[Records contained in a dataset]
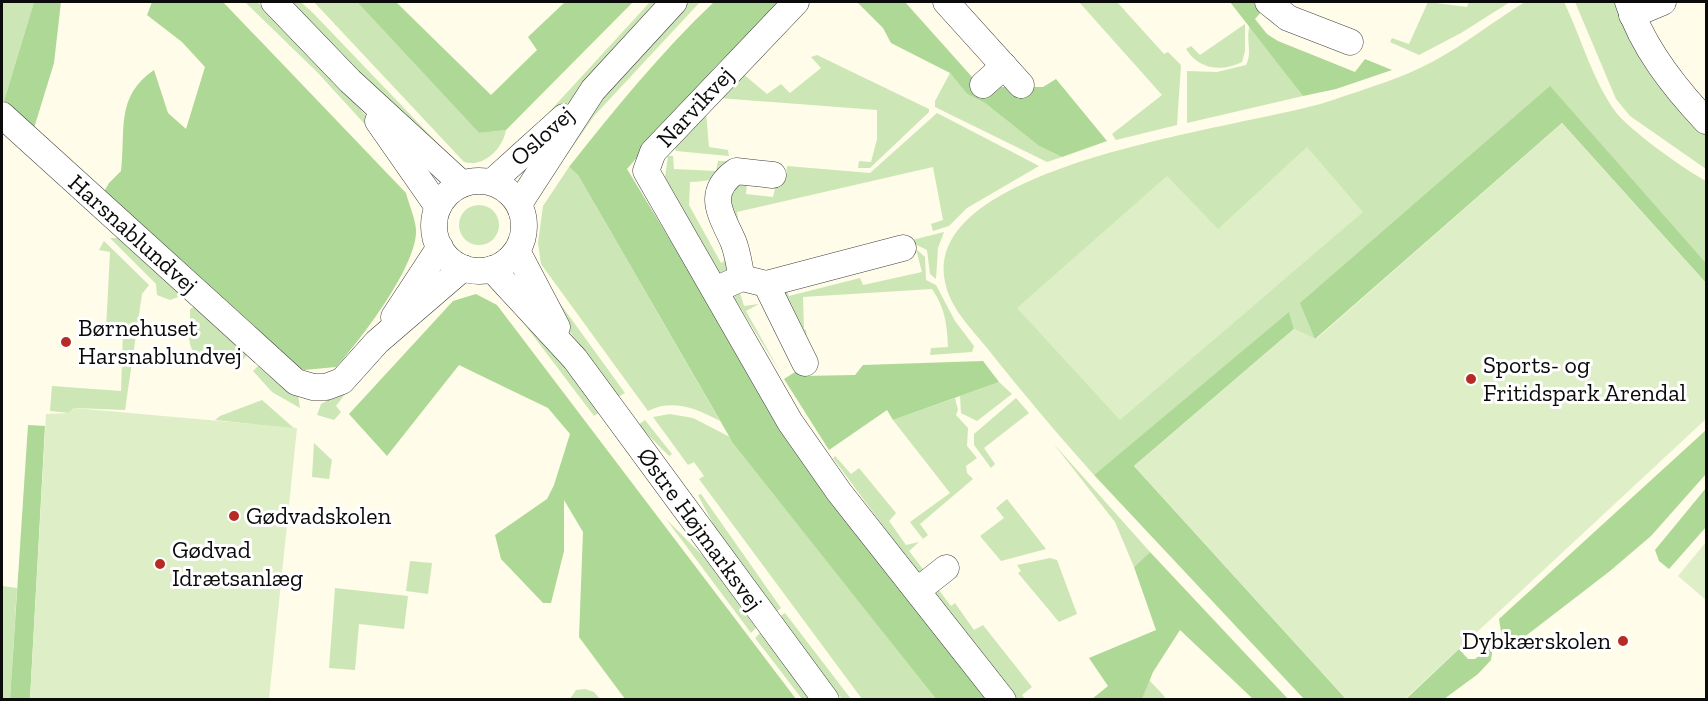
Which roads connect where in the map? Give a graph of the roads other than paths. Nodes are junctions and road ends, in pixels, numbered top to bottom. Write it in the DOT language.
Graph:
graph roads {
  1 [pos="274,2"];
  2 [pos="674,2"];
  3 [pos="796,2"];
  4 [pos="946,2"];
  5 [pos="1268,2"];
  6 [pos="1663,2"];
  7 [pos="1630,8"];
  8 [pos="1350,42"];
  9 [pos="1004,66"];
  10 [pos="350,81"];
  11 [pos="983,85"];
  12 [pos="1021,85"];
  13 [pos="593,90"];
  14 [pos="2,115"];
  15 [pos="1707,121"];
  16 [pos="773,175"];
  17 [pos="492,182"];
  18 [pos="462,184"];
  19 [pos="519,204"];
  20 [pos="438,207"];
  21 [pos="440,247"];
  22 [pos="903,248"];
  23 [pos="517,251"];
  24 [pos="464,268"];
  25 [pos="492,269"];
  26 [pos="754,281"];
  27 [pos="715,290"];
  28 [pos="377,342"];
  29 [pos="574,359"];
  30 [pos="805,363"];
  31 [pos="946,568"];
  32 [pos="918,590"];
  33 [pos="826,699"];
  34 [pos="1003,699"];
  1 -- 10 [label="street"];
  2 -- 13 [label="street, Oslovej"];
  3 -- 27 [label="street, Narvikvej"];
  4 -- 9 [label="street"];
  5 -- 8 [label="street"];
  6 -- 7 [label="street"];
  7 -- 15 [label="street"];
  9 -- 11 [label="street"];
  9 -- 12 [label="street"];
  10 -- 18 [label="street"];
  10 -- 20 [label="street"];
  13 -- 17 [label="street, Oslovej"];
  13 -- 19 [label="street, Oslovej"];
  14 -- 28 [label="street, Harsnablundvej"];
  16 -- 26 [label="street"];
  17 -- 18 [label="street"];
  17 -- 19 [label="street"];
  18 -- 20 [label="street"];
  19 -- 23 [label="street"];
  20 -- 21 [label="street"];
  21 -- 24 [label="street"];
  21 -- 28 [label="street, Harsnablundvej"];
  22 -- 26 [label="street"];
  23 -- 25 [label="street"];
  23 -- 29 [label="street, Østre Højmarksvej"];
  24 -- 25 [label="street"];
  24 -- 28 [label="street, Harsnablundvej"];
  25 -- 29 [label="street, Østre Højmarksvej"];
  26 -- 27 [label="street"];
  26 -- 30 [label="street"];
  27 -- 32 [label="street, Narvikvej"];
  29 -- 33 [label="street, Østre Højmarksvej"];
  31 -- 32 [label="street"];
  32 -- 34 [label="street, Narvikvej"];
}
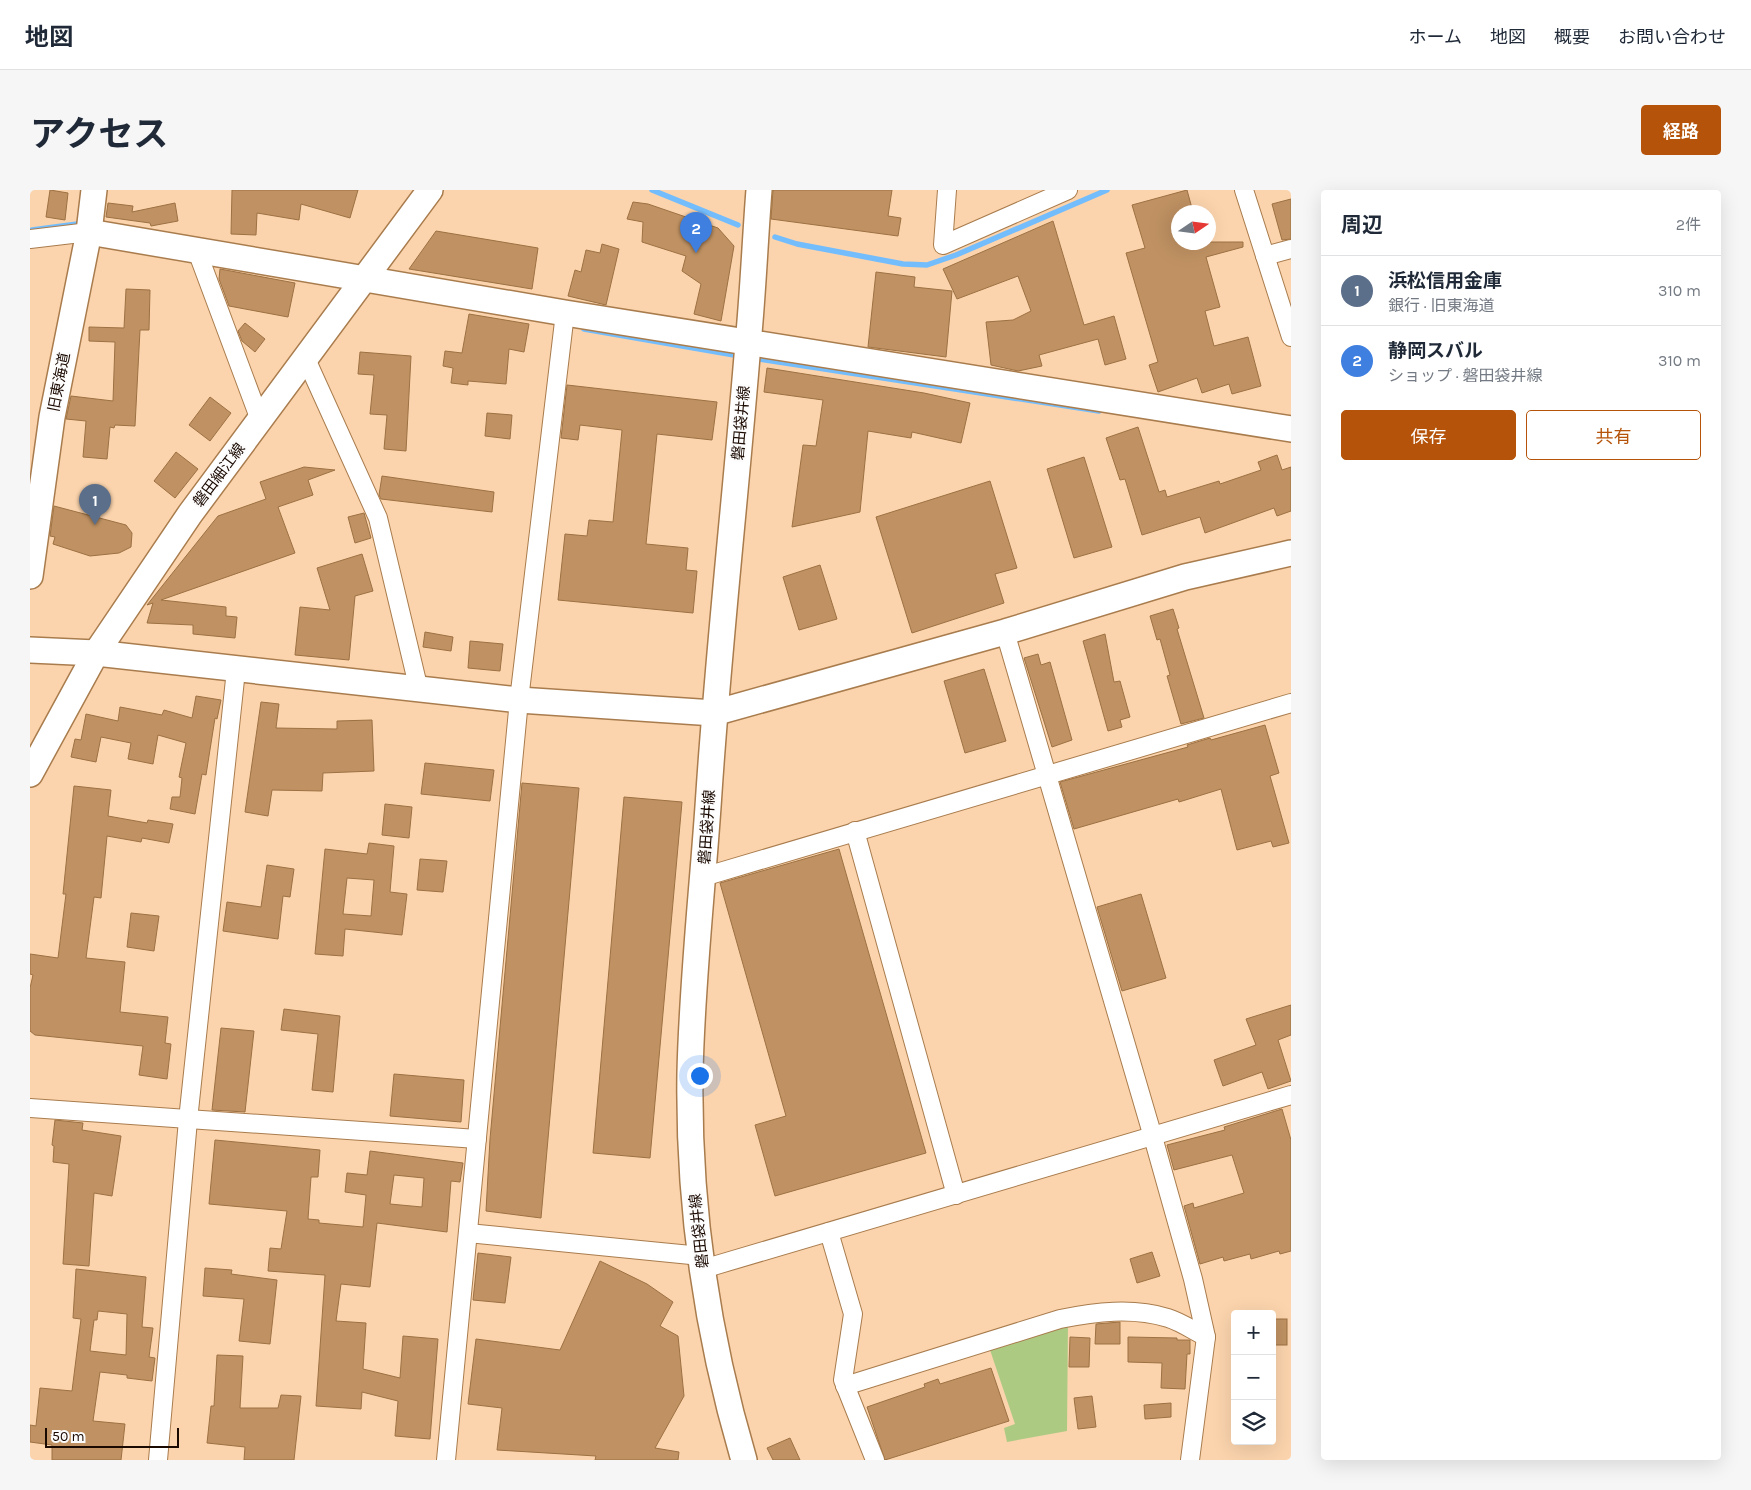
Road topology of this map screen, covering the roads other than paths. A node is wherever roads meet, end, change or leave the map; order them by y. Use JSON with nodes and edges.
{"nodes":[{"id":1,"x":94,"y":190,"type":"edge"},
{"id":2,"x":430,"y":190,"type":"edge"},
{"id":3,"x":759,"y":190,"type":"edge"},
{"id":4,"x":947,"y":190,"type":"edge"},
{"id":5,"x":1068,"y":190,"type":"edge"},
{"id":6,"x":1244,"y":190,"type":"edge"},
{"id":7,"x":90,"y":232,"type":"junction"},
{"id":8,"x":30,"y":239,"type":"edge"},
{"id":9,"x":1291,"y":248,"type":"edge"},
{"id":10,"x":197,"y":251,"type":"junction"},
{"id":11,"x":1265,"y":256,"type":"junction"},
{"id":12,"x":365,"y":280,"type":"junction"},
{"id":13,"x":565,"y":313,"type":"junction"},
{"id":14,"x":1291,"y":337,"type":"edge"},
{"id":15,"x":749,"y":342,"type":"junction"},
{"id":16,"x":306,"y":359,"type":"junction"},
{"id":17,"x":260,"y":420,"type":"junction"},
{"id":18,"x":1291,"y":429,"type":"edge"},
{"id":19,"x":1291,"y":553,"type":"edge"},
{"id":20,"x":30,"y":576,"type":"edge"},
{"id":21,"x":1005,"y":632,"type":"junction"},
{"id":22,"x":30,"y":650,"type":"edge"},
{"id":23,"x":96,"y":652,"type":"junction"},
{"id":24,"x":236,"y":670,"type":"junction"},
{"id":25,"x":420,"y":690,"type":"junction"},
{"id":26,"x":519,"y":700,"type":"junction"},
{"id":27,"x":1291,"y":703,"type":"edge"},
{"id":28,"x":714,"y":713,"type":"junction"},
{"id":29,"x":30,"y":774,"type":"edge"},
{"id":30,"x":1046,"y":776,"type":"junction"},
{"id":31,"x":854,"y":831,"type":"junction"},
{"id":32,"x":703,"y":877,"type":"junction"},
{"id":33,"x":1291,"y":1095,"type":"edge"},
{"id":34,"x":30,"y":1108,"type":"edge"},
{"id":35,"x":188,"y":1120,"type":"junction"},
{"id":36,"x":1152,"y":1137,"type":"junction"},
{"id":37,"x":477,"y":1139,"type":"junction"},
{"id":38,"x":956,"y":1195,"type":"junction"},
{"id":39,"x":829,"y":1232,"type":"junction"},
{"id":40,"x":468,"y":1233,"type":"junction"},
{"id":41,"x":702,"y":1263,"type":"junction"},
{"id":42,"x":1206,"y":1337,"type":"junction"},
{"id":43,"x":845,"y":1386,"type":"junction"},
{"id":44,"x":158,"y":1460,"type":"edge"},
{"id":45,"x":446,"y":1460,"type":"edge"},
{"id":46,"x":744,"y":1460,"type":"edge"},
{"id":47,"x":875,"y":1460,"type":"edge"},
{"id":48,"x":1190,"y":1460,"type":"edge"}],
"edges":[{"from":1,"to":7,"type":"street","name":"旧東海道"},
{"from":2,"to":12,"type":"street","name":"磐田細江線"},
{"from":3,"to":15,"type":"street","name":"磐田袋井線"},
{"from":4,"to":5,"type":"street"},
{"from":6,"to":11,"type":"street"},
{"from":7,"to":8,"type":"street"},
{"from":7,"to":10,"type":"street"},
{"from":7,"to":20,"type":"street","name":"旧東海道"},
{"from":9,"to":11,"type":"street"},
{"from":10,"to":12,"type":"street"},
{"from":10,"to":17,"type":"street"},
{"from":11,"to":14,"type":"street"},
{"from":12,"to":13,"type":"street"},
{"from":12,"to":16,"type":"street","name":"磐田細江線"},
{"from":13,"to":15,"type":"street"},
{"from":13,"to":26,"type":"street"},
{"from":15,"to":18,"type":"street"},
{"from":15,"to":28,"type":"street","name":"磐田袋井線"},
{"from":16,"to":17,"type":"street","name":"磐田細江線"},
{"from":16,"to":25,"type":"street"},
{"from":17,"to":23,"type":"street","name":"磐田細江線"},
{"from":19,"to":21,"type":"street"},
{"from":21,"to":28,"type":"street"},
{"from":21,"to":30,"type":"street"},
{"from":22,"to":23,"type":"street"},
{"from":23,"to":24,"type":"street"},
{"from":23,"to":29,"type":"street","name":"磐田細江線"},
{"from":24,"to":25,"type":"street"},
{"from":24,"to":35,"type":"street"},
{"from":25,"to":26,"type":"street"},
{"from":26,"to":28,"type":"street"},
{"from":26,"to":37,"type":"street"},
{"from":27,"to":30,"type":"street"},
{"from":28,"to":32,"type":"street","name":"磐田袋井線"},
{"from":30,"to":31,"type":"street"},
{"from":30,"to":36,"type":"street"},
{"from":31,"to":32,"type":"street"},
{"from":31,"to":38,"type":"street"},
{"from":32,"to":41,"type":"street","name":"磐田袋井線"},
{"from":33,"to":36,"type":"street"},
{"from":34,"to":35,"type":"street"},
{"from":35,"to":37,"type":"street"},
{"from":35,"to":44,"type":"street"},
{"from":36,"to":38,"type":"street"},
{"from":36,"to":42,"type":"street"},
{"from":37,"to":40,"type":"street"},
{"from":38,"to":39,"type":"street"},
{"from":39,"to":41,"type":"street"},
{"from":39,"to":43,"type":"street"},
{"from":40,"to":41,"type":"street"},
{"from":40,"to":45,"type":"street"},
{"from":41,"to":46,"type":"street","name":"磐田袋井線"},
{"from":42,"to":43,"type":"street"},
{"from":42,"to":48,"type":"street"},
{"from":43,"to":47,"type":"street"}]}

■ **TASK REQUIREMENTS**
Work through the data above line by line and give the number of lines in which "Narvikvej" occurs. Add nothing else.

■ **SOLUTION FOR THIS PROBLEM**
3